21st President of Hamline University
- Interim
- In office July 1, 2024 – July 1, 2025 Acting: January 1, 2023 – June 30, 2023
- Preceded by: Fayneese Miller
- Succeeded by: Mayme Hostetter

14th President of Whitman College
- In office 2015–2022
- Preceded by: George Sumner Bridges
- Succeeded by: Sarah Bolton

Personal details
- Alma mater: Illinois Wesleyan University Bowling Green State University Northwestern University

= Kathleen M. Murray =

American academic administrator and piano professor

Kathleen M. Murray is an American academic administrator and piano professor. She was the 14th president of Whitman College for seven years, acting president of Macalester College for three months, and acting/interim president of Hamline University for one year. She previously served as the provost and dean of faculty at Macalester.

== Life ==
Murray completed a Bachelor of Music at the Illinois Wesleyan University. She earned a Master of Music from Bowling Green State University. Murray completed a Doctor of Music at Northwestern University where she studied piano performance and pedagogy. Her 1989 dissertation was titled, A Piano Pedagogy Internship Model.

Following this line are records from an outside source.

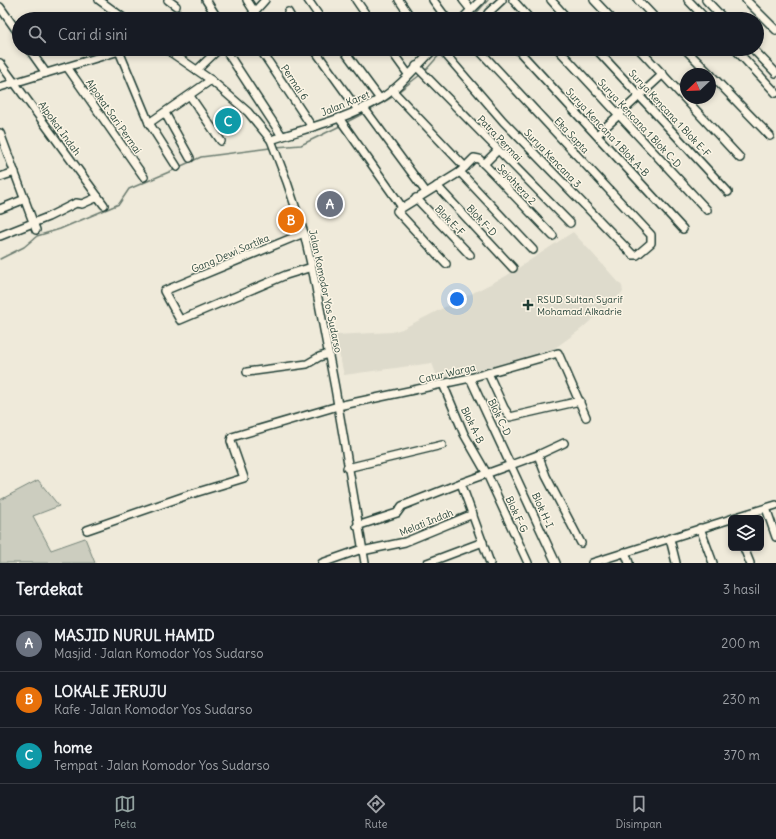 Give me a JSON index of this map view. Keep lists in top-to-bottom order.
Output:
{
  "streets": {
    "street": [
      "Permai 6",
      "Jalan Karet",
      "Surya Kencana 1 Blok E-F",
      "Alpokat Sari Permai",
      "Surya Kencana 1 Blok C-D",
      "Alpokat Indah",
      "Surya Kencana 1 Blok A-B",
      "Eka Sapta",
      "Patra Permai",
      "Surya Kencana 3",
      "Sejahtera 2",
      "Blok E-F",
      "Blok F-D",
      "Gang Dewi Sartika",
      "Jalan Komodor Yos Sudarso",
      "Catur Warga",
      "Blok C-D",
      "Blok A-B",
      "Blok H-I",
      "Blok F-G",
      "Melati Indah"
    ]
  },
  "crossings": [
    ["Permai 6", "Jalan Karet"],
    ["Jalan Karet", "Patra Permai"],
    ["Jalan Karet", "Jalan Komodor Yos Sudarso"],
    ["Eka Sapta", "Surya Kencana 3"],
    ["Gang Dewi Sartika", "Jalan Komodor Yos Sudarso"],
    ["Jalan Komodor Yos Sudarso", "Catur Warga"],
    ["Jalan Komodor Yos Sudarso", "Melati Indah"],
    ["Catur Warga", "Blok C-D"],
    ["Catur Warga", "Blok A-B"],
    ["Blok C-D", "Blok H-I"],
    ["Blok A-B", "Blok F-G"]
  ],
  "places": {
    "health": ["RSUD Sultan Syarif Mohamad Alkadrie"]
  },
  "north": "bottom left",
  "page": {
    "search": "Cari di sini",
    "pins": ["C", "A", "B"],
    "heading": ["Terdekat", "3 hasil"],
    "list": [
      {
        "mark": "A",
        "name": "MASJID NURUL HAMID",
        "note": "Masjid · Jalan Komodor Yos Sudarso",
        "value": "200 m"
      },
      {
        "mark": "B",
        "name": "LOKALE JERUJU",
        "note": "Kafe · Jalan Komodor Yos Sudarso",
        "value": "230 m"
      },
      {
        "mark": "C",
        "name": "home",
        "note": "Tempat · Jalan Komodor Yos Sudarso",
        "value": "370 m"
      }
    ],
    "nav": ["Peta", "Rute", "Disimpan"]
  }
}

Murray was a piano professor for almost twenty years at Lawrence University. She joined Birmingham–Southern College as its provost. For seven years, Murray served in various roles at Macalester College, including as the provost, dean of faculty, and a professor of music. She was its acting president for three months in 2013 while the president was on a sabbatical. In 2015, she became the 14th president of Whitman College. She was the first woman to serve in the role. She retired in 2022. On November 1, 2023, Murray was named as the 21st president of Hamline University, succeeding Fayneese Miller. Murray is set to begin as the acting president when Miller goes on sabbatical on January 1 and retires on June 30, 2024.